= Brief =
When you reproduce the data, keep every word exactly as it stands and leave the pictures out.

[Extracted data — start]

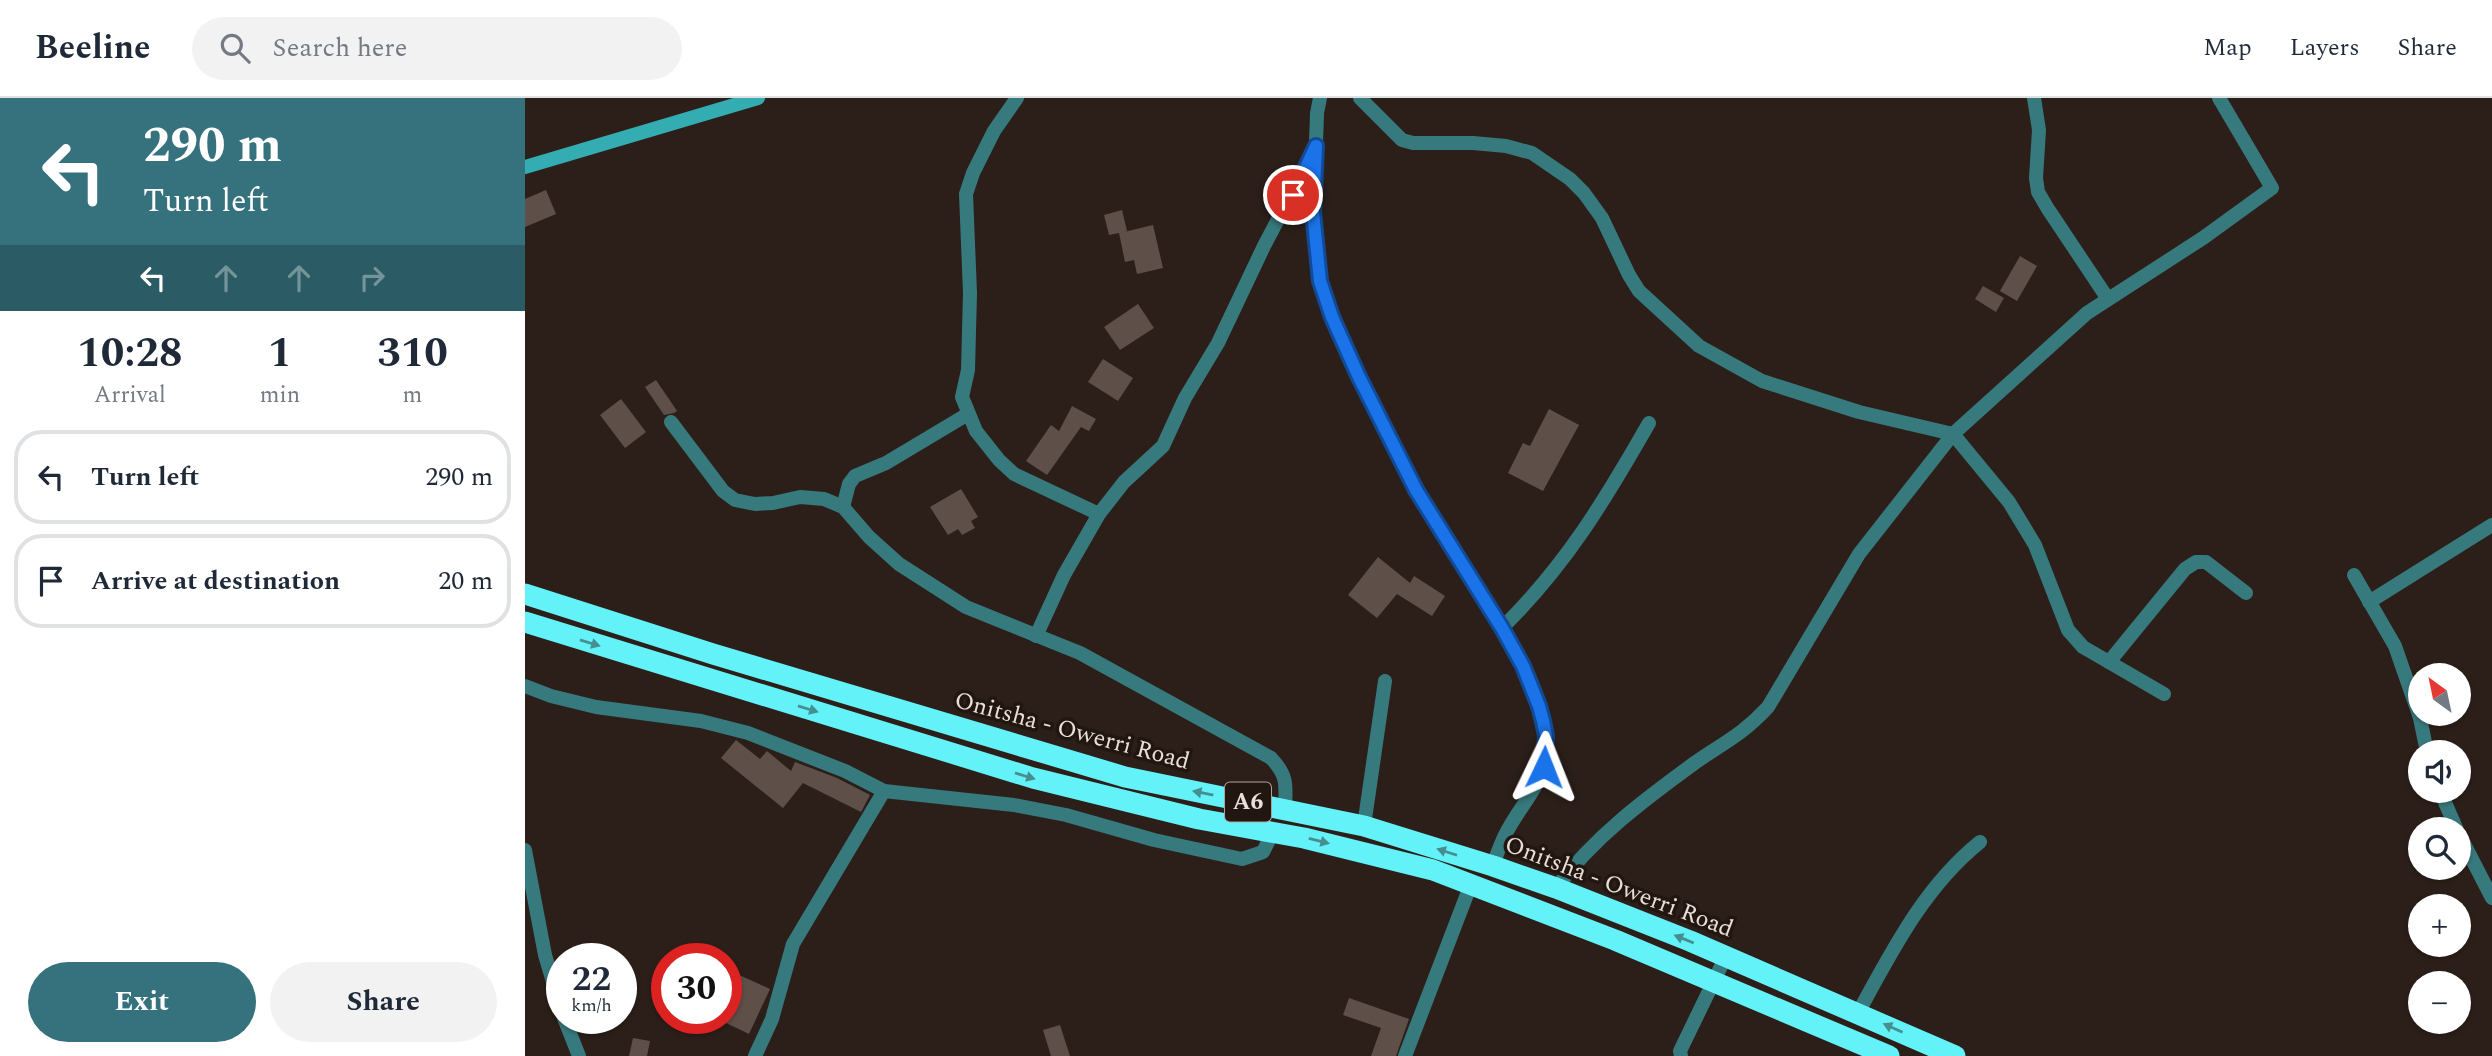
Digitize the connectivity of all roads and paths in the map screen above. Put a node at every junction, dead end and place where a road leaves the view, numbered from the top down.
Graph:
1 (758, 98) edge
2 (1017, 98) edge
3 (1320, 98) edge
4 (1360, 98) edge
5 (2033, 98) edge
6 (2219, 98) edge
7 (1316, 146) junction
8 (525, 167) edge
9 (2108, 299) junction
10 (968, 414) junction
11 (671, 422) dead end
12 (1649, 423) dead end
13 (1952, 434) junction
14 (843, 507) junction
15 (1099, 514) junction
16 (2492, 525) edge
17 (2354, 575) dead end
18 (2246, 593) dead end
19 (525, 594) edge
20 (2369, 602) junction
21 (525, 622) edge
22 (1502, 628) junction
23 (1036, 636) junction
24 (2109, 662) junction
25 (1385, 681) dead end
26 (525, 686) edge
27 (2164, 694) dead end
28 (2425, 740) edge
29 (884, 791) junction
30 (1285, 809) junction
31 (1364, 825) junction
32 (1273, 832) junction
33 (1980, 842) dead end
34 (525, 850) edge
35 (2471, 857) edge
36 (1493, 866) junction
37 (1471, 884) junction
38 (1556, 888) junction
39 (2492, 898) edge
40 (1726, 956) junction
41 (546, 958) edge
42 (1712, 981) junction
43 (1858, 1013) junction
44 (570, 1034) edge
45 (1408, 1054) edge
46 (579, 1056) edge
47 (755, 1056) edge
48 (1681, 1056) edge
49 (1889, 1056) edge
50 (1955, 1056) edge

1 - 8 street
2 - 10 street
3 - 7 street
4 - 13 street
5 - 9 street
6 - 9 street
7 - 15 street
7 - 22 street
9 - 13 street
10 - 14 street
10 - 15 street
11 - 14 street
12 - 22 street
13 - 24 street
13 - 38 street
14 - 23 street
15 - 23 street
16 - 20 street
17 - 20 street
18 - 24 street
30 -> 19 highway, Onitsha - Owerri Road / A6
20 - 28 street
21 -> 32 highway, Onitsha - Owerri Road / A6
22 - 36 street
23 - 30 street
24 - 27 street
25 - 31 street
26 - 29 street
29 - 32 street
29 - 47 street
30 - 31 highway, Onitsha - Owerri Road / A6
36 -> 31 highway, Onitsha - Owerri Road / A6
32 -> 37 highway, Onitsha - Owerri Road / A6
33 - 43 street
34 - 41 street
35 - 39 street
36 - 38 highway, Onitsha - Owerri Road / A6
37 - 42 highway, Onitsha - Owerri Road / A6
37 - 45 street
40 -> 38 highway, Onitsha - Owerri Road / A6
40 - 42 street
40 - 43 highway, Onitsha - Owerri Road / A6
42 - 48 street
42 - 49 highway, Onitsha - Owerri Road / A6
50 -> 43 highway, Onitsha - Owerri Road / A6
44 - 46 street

[Extracted data — finish]

= Task output =
Digitize the connectivity of all roads and paths in the map screen above. Put a node at every junction, dead end and place where a road leaves the view, numbered from the top down.
Graph:
1 (758, 98) edge
2 (1017, 98) edge
3 (1320, 98) edge
4 (1360, 98) edge
5 (2033, 98) edge
6 (2219, 98) edge
7 (1316, 146) junction
8 (525, 167) edge
9 (2108, 299) junction
10 (968, 414) junction
11 (671, 422) dead end
12 (1649, 423) dead end
13 (1952, 434) junction
14 (843, 507) junction
15 (1099, 514) junction
16 (2492, 525) edge
17 (2354, 575) dead end
18 (2246, 593) dead end
19 (525, 594) edge
20 (2369, 602) junction
21 (525, 622) edge
22 (1502, 628) junction
23 (1036, 636) junction
24 (2109, 662) junction
25 (1385, 681) dead end
26 (525, 686) edge
27 (2164, 694) dead end
28 (2425, 740) edge
29 (884, 791) junction
30 (1285, 809) junction
31 (1364, 825) junction
32 (1273, 832) junction
33 (1980, 842) dead end
34 (525, 850) edge
35 (2471, 857) edge
36 (1493, 866) junction
37 (1471, 884) junction
38 (1556, 888) junction
39 (2492, 898) edge
40 (1726, 956) junction
41 (546, 958) edge
42 (1712, 981) junction
43 (1858, 1013) junction
44 (570, 1034) edge
45 (1408, 1054) edge
46 (579, 1056) edge
47 (755, 1056) edge
48 (1681, 1056) edge
49 (1889, 1056) edge
50 (1955, 1056) edge

1 - 8 street
2 - 10 street
3 - 7 street
4 - 13 street
5 - 9 street
6 - 9 street
7 - 15 street
7 - 22 street
9 - 13 street
10 - 14 street
10 - 15 street
11 - 14 street
12 - 22 street
13 - 24 street
13 - 38 street
14 - 23 street
15 - 23 street
16 - 20 street
17 - 20 street
18 - 24 street
30 -> 19 highway, Onitsha - Owerri Road / A6
20 - 28 street
21 -> 32 highway, Onitsha - Owerri Road / A6
22 - 36 street
23 - 30 street
24 - 27 street
25 - 31 street
26 - 29 street
29 - 32 street
29 - 47 street
30 - 31 highway, Onitsha - Owerri Road / A6
36 -> 31 highway, Onitsha - Owerri Road / A6
32 -> 37 highway, Onitsha - Owerri Road / A6
33 - 43 street
34 - 41 street
35 - 39 street
36 - 38 highway, Onitsha - Owerri Road / A6
37 - 42 highway, Onitsha - Owerri Road / A6
37 - 45 street
40 -> 38 highway, Onitsha - Owerri Road / A6
40 - 42 street
40 - 43 highway, Onitsha - Owerri Road / A6
42 - 48 street
42 - 49 highway, Onitsha - Owerri Road / A6
50 -> 43 highway, Onitsha - Owerri Road / A6
44 - 46 street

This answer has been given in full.